Nonostante l’Intelligenza Artificiale rischi – come pure avvertono le pagine di AI&Conflicts — di automatizzare la dittatura del passato, e fissare, nel presente, tassonomie e modelli di comportamento trascorsi, essa è il mezzo con cui riusciamo a interpretare e analizzare la mole di dati che, dalla diffusione del World Wide Web in qua, produciamo e raccogliamo. Produciamo nonostante noi, raccogliamo nonostante noi, e utilizziamo per cercare, verificare e talvolta pericolosamente indurre, regolarità nei nostri comportamenti.In questa mole di anonimato, repliche e modifiche, di algoritmi, di riconoscimento facciale e classificazione di insetti, c’è forte, la volontà di far parte del racconto, di dire «io». Se le immagini sono un linguaggio – come osservava già John Berger negli anni Settanta – è vero che esse hanno rappresentato fino a oggi un linguaggio che non presumeva dialogo. Adesso che gli strumenti di creazione e modifica di immagini sono maturi – possono cioè essere usati da tutti – ciò che si diffonde e crea sia comunicazione, sia interpretazione (dunque critica), è il meme.

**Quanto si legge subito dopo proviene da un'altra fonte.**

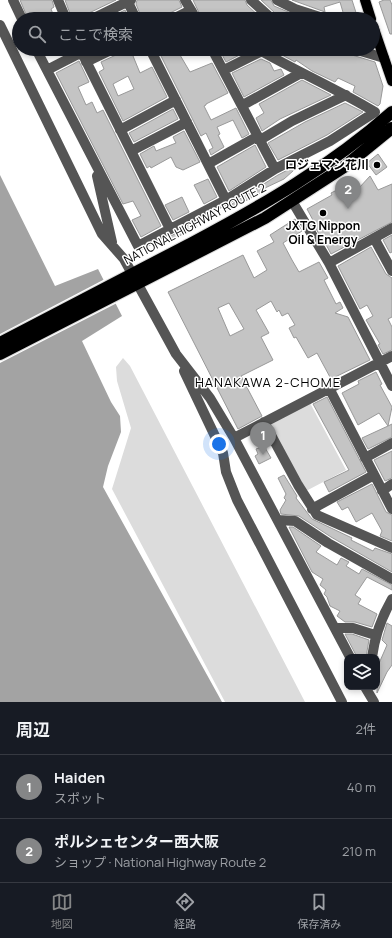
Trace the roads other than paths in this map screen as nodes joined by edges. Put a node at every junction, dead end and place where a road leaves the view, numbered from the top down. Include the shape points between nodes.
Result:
1 (13, 0) edge
2 (185, 0) edge
3 (251, 0) edge
4 (277, 0) edge
5 (365, 0) edge
6 (60, 1) edge
7 (129, 1) edge
8 (191, 10) joint
9 (19, 12) edge
10 (64, 12) edge
11 (106, 12) edge
12 (133, 12) edge
13 (187, 12) edge
14 (264, 12) edge
15 (304, 12) edge
16 (369, 12) edge
17 (0, 25) edge
18 (380, 46) edge
19 (12, 50) edge
20 (15, 56) edge
21 (40, 56) edge
22 (71, 56) edge
23 (84, 56) edge
24 (98, 56) edge
25 (154, 56) edge
26 (216, 56) edge
27 (252, 56) edge
28 (268, 56) edge
29 (377, 56) edge
30 (384, 58) junction
31 (86, 62) junction
32 (47, 70) junction
33 (224, 70) junction
34 (301, 73) junction
35 (392, 81) edge
36 (346, 94) junction
37 (176, 100) junction
38 (243, 105) junction
39 (392, 112) edge
40 (187, 122) junction
41 (392, 128) edge
42 (120, 130) junction
43 (259, 138) junction
44 (131, 151) junction
45 (94, 163) junction
46 (208, 164) junction
47 (275, 169) junction
48 (226, 200) junction
49 (292, 201) junction
50 (392, 228) edge
51 (170, 229) junction
52 (374, 238) junction
53 (112, 244) junction
54 (329, 262) junction
55 (392, 271) edge
56 (131, 281) junction
57 (0, 343) edge
58 (0, 354) edge
59 (176, 354) junction
60 (392, 356) edge
61 (379, 363) junction
62 (392, 386) edge
63 (329, 388) junction
64 (264, 422) junction
65 (234, 438) junction
66 (392, 443) edge
67 (365, 458) junction
68 (374, 475) junction
69 (392, 484) edge
70 (382, 491) junction
71 (312, 509) junction
72 (392, 509) edge
73 (278, 520) junction
74 (392, 548) edge
75 (392, 579) edge
76 (392, 599) edge
77 (388, 617) edge
78 (336, 628) junction
79 (375, 635) junction
80 (349, 654) edge
81 (372, 654) edge
82 (367, 690) edge
83 (342, 702) edge
84 (374, 702) edge

1 - 9 street
2 - 8 street
3 - 14 street
4 - 15 street
5 - 16 main road
6 - 10 street
7 - 11 street
7 - 12 street
8 - 13 street
17 - 19 street
18 - 30 main road
20 - 53 street via 102,234
21 - 32 street
22 - 32 street
23 - 31 street
24 - 31 street
25 - 37 street
26 - 33 street
27 - 33 street
28 - 34 street
29 - 30 street
30 - 35 main road
31 - 42 street
32 - 45 street
33 - 38 street
34 - 36 street
34 - 38 street
36 - 43 street
36 - 47 street via 375,112 330,141
37 - 40 street
37 - 42 street
38 - 43 street
39 - 56 highway, NATIONAL HIGHWAY ROUTE 2 via 345,151 287,191
40 - 44 street
40 - 46 street
41 - 49 highway, NATIONAL HIGHWAY ROUTE 2 via 344,168
42 - 44 street
43 - 46 street
43 - 47 street
44 - 51 street
45 - 51 street via 138,246
45 - 53 street
46 - 48 street
47 - 48 street
48 - 51 street
49 - 54 street
49 - 56 highway, NATIONAL HIGHWAY ROUTE 2 via 265,218
50 - 52 street
52 - 54 street
52 - 55 street
53 - 56 street
54 - 61 street
56 - 57 highway, NATIONAL HIGHWAY ROUTE 2
56 - 58 highway, NATIONAL HIGHWAY ROUTE 2
56 - 59 street
59 - 65 street via 210,398
59 - 83 street via 223,453 226,472 237,500
60 - 61 street
61 - 62 street
61 - 63 street
63 - 64 street
63 - 67 street
64 - 65 street
64 - 71 street
65 - 73 street
66 - 67 street
67 - 68 street
68 - 70 street
68 - 71 street
69 - 70 street
70 - 72 street
71 - 74 street via 317,515
73 - 75 street via 295,522
73 - 78 street
76 - 77 street
77 - 79 street
78 - 79 street via 352,628
78 - 80 street
79 - 81 street
82 - 84 street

Da questo punto, Valentina Tanni disegna in Memestetica la sorprendente linea che unisce Duchamp a TikTok. Passando dalle parole alle immagini, e dalle immagini alle sequenze binarie, abbiamo l’occasione di ri-raccontare, sperando sempre di rintracciare «la stringa genetica delle storie»: non l’identità che tanto ci ossessiona dunque, ma l’origine.